→ **PROBLEM TO SOLVE**
Look below and pull out each line with the word "middle".

→ **EXERCISE MATERIAL**
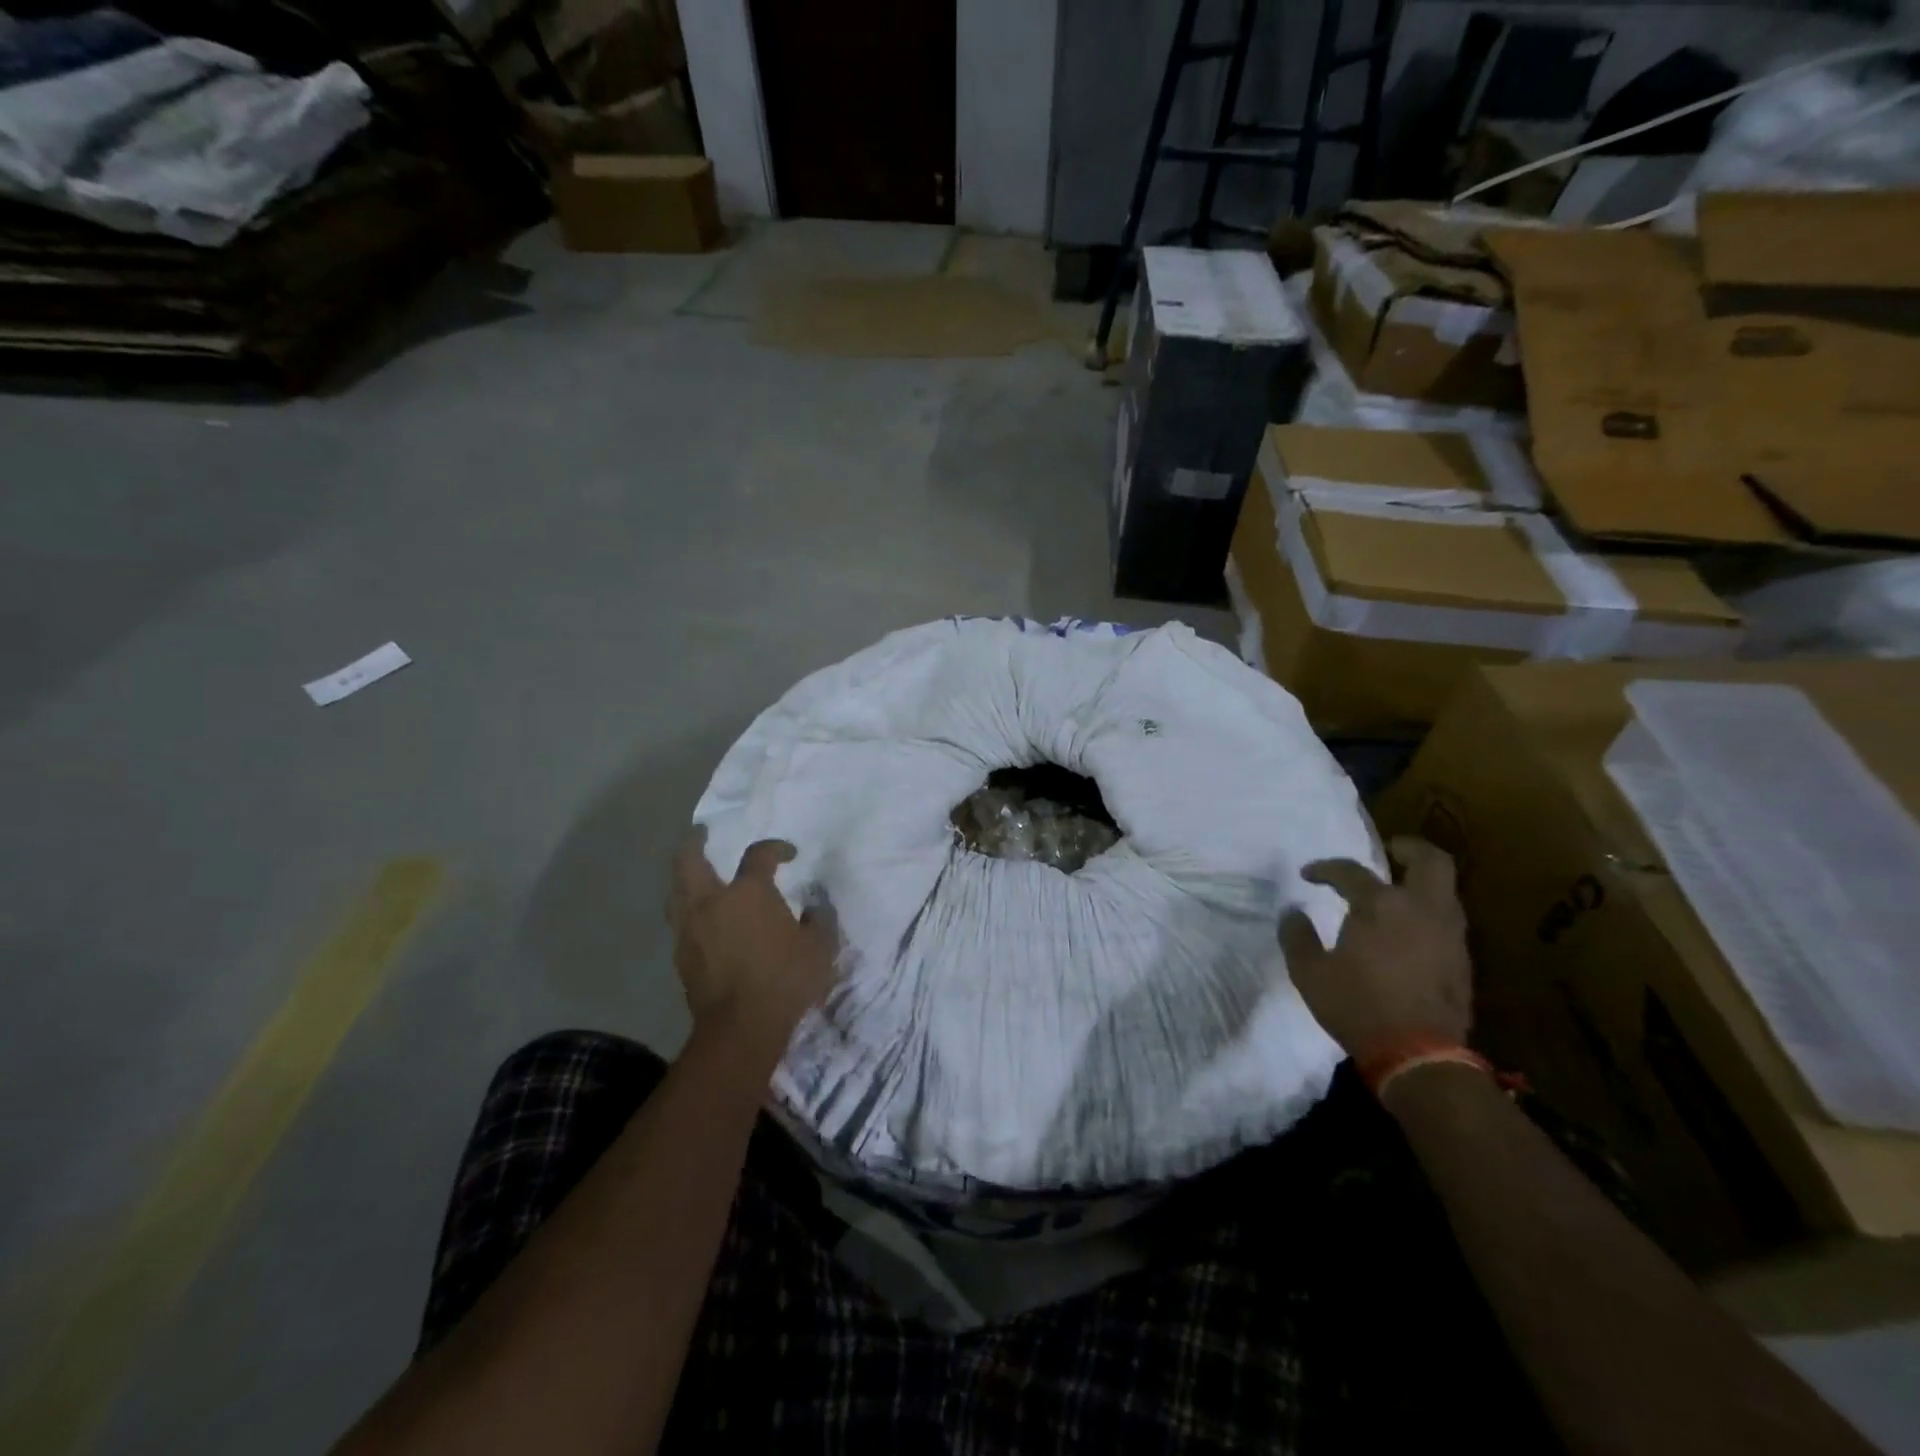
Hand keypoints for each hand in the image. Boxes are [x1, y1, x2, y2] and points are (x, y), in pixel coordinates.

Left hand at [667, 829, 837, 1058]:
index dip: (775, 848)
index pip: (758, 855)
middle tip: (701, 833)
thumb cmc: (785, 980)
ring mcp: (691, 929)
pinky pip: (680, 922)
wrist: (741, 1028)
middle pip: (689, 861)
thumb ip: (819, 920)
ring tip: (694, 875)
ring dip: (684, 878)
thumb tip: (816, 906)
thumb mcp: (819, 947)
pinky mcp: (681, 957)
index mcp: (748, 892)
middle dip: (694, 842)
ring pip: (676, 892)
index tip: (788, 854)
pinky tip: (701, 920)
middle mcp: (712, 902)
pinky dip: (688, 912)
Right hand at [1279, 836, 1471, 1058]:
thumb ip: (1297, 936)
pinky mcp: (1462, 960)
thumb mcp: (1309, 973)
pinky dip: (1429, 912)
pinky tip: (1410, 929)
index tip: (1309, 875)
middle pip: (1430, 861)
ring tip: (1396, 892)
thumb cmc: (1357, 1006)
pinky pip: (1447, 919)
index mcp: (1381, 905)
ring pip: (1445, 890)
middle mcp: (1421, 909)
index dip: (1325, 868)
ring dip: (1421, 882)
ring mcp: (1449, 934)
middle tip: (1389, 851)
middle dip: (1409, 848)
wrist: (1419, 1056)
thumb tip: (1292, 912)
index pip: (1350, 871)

→ **TASK OUTPUT**
middle tip: (701, 833)
middle pip: (689, 861)
middle dip: (694, 842)
middle mcp: (712, 902)
middle pip: (1430, 861)
middle mcp: (1421, 909)
middle tip: (1389, 851)
middle dip: (1409, 848)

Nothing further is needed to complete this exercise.